[Collected data]
#####

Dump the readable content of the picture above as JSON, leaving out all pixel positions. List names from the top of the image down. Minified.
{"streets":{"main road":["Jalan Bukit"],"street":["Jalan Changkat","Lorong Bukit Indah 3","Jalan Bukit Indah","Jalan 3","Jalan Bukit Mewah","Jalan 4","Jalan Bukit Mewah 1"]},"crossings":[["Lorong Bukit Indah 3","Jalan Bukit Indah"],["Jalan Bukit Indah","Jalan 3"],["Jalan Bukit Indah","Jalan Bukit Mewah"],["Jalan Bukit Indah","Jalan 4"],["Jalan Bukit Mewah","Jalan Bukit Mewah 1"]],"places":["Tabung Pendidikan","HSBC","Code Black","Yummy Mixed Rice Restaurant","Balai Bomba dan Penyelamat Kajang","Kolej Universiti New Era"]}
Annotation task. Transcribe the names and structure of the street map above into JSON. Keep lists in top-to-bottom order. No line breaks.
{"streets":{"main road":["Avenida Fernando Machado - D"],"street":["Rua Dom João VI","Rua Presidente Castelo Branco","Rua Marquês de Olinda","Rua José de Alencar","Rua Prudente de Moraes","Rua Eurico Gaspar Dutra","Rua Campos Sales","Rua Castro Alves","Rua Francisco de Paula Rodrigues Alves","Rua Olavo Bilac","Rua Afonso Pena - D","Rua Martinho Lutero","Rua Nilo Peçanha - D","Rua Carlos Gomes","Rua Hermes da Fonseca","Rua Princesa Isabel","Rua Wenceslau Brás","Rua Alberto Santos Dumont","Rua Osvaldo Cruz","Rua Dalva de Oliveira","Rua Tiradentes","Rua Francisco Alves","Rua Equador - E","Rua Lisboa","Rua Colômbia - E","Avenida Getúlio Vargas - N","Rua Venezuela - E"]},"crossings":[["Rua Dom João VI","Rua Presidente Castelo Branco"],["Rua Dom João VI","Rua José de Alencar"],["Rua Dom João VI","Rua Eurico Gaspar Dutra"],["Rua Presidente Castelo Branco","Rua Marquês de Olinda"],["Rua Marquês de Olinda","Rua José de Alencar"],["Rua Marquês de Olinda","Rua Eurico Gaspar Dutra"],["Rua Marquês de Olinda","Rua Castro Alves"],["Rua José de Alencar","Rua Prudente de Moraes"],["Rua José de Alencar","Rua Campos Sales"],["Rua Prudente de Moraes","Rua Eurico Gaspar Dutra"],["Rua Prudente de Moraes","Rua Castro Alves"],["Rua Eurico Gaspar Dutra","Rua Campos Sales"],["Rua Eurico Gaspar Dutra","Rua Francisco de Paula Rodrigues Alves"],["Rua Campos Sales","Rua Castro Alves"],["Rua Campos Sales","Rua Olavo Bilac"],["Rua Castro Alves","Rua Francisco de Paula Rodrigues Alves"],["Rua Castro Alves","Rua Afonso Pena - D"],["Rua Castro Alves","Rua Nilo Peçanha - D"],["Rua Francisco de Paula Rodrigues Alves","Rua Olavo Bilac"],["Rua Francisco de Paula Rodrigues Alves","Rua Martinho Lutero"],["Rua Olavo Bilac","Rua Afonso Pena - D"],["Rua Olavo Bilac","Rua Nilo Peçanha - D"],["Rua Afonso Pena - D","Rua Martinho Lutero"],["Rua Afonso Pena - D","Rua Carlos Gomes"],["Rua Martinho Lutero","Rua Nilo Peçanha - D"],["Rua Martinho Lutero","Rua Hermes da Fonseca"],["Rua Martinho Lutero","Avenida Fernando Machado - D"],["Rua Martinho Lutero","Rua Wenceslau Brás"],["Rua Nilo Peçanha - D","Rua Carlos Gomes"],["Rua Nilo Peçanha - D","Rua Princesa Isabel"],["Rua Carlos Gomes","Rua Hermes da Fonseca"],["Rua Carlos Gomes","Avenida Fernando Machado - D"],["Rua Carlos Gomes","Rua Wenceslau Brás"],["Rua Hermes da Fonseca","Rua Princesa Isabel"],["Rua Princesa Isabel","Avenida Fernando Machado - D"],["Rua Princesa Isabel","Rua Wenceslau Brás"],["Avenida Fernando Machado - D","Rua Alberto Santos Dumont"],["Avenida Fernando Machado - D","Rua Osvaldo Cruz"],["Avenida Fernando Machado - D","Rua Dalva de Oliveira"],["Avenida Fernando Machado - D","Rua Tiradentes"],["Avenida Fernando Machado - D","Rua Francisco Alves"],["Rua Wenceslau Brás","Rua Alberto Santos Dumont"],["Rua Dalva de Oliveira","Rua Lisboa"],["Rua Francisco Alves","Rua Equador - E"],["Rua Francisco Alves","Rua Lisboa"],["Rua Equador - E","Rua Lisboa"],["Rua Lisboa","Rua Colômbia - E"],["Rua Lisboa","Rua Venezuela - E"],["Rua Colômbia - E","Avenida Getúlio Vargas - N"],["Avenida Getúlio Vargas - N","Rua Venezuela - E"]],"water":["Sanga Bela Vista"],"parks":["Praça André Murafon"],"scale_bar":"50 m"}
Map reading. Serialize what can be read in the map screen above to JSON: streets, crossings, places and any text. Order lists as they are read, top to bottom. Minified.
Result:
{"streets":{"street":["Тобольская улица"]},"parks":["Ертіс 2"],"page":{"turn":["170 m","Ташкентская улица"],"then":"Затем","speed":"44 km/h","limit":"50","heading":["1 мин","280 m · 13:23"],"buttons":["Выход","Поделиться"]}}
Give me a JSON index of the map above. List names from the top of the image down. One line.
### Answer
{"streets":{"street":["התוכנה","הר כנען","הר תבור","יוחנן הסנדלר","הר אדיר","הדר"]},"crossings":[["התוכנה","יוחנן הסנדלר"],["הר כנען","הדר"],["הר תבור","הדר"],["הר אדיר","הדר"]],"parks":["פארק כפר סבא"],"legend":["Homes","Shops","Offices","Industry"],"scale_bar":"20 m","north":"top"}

#####

Once you have read the records above, set each one down again exactly.

Dump the readable content of the picture above as JSON, leaving out all pixel positions. List names from the top of the image down. Minified.
{"streets":{"main road":["Jalan Bukit"],"street":["Jalan Changkat","Lorong Bukit Indah 3","Jalan Bukit Indah","Jalan 3","Jalan Bukit Mewah","Jalan 4","Jalan Bukit Mewah 1"]},"crossings":[["Lorong Bukit Indah 3","Jalan Bukit Indah"],["Jalan Bukit Indah","Jalan 3"],["Jalan Bukit Indah","Jalan Bukit Mewah"],["Jalan Bukit Indah","Jalan 4"],["Jalan Bukit Mewah","Jalan Bukit Mewah 1"]],"places":["Tabung Pendidikan","HSBC","Code Black","Yummy Mixed Rice Restaurant","Balai Bomba dan Penyelamat Kajang","Kolej Universiti New Era"]}
Annotation task. Transcribe the names and structure of the street map above into JSON. Keep lists in top-to-bottom order. No line breaks.
{"streets":{"main road":["Avenida Fernando Machado - D"],"street":["Rua Dom João VI","Rua Presidente Castelo Branco","Rua Marquês de Olinda","Rua José de Alencar","Rua Prudente de Moraes","Rua Eurico Gaspar Dutra","Rua Campos Sales","Rua Castro Alves","Rua Francisco de Paula Rodrigues Alves","Rua Olavo Bilac","Rua Afonso Pena - D","Rua Martinho Lutero","Rua Nilo Peçanha - D","Rua Carlos Gomes","Rua Hermes da Fonseca","Rua Princesa Isabel","Rua Wenceslau Brás","Rua Alberto Santos Dumont","Rua Osvaldo Cruz","Rua Dalva de Oliveira","Rua Tiradentes","Rua Francisco Alves","Rua Equador - E","Rua Lisboa","Rua Colômbia - E","Avenida Getúlio Vargas - N","Rua Venezuela - E"]},"crossings":[["Rua Dom João VI","Rua Presidente Castelo Branco"],["Rua Dom João VI","Rua José de Alencar"],["Rua Dom João VI","Rua Eurico Gaspar Dutra"],["Rua Presidente Castelo Branco","Rua Marquês de Olinda"],["Rua Marquês de Olinda","Rua José de Alencar"],["Rua Marquês de Olinda","Rua Eurico Gaspar Dutra"],["Rua Marquês de Olinda","Rua Castro Alves"],["Rua José de Alencar","Rua Prudente de Moraes"],["Rua José de Alencar","Rua Campos Sales"],["Rua Prudente de Moraes","Rua Eurico Gaspar Dutra"],["Rua Prudente de Moraes","Rua Castro Alves"],["Rua Eurico Gaspar Dutra","Rua Campos Sales"],["Rua Eurico Gaspar Dutra","Rua Francisco de Paula Rodrigues Alves"],["Rua Campos Sales","Rua Castro Alves"],["Rua Campos Sales","Rua Olavo Bilac"],["Rua Castro Alves","Rua Francisco de Paula Rodrigues Alves"],["Rua Castro Alves","Rua Afonso Pena - D"],["Rua Castro Alves","Rua Nilo Peçanha - D"],["Rua Francisco de Paula Rodrigues Alves","Rua Olavo Bilac"],["Rua Francisco de Paula Rodrigues Alves","Rua Martinho Lutero"],["Rua Olavo Bilac","Rua Afonso Pena - D"],["Rua Olavo Bilac","Rua Nilo Peçanha - D"],["Rua Afonso Pena - D","Rua Martinho Lutero"],["Rua Afonso Pena - D","Rua Carlos Gomes"],["Rua Martinho Lutero","Rua Nilo Peçanha - D"],["Rua Martinho Lutero","Rua Hermes da Fonseca"],["Rua Martinho Lutero","Avenida Fernando Machado - D"],["Rua Martinho Lutero","Rua Wenceslau Brás"],["Rua Nilo Peçanha - D","Rua Carlos Gomes"],["Rua Nilo Peçanha - D","Rua Princesa Isabel"],["Rua Carlos Gomes","Rua Hermes da Fonseca"],["Rua Carlos Gomes","Avenida Fernando Machado - D"],["Rua Carlos Gomes","Rua Wenceslau Brás"],["Rua Hermes da Fonseca","Rua Princesa Isabel"],["Rua Princesa Isabel","Avenida Fernando Machado - D"],["Rua Princesa Isabel","Rua Wenceslau Brás"],["Avenida Fernando Machado - D","Rua Alberto Santos Dumont"],["Avenida Fernando Machado - D","Rua Osvaldo Cruz"],["Avenida Fernando Machado - D","Rua Dalva de Oliveira"],["Avenida Fernando Machado - D","Rua Tiradentes"],["Avenida Fernando Machado - D","Rua Francisco Alves"],["Rua Wenceslau Brás","Rua Alberto Santos Dumont"],["Rua Dalva de Oliveira","Rua Lisboa"],["Rua Francisco Alves","Rua Equador - E"],["Rua Francisco Alves","Rua Lisboa"],["Rua Equador - E","Rua Lisboa"],["Rua Lisboa","Rua Colômbia - E"],["Rua Lisboa","Rua Venezuela - E"],["Rua Colômbia - E","Avenida Getúlio Vargas - N"],["Avenida Getúlio Vargas - N","Rua Venezuela - E"]],"water":["Sanga Bela Vista"],"parks":["Praça André Murafon"],"scale_bar":"50 m"}
Map reading. Serialize what can be read in the map screen above to JSON: streets, crossings, places and any text. Order lists as they are read, top to bottom. Minified.
Result:
{"streets":{"street":["Тобольская улица"]},"parks":["Ертіс 2"],"page":{"turn":["170 m","Ташкентская улица"],"then":"Затем","speed":"44 km/h","limit":"50","heading":["1 мин","280 m · 13:23"],"buttons":["Выход","Поделиться"]}}
Give me a JSON index of the map above. List names from the top of the image down. One line.
### Answer
{"streets":{"street":["התוכנה","הר כנען","הר תבור","יוחנן הסנדלר","הר אדיר","הדר"]},"crossings":[["התוכנה","יוחנן הסנדלר"],["הר כנען","הדר"],["הר תבור","הדר"],["הר אדיר","הדר"]],"parks":["פארק כפר סבא"],"legend":["Homes","Shops","Offices","Industry"],"scale_bar":"20 m","north":"top"}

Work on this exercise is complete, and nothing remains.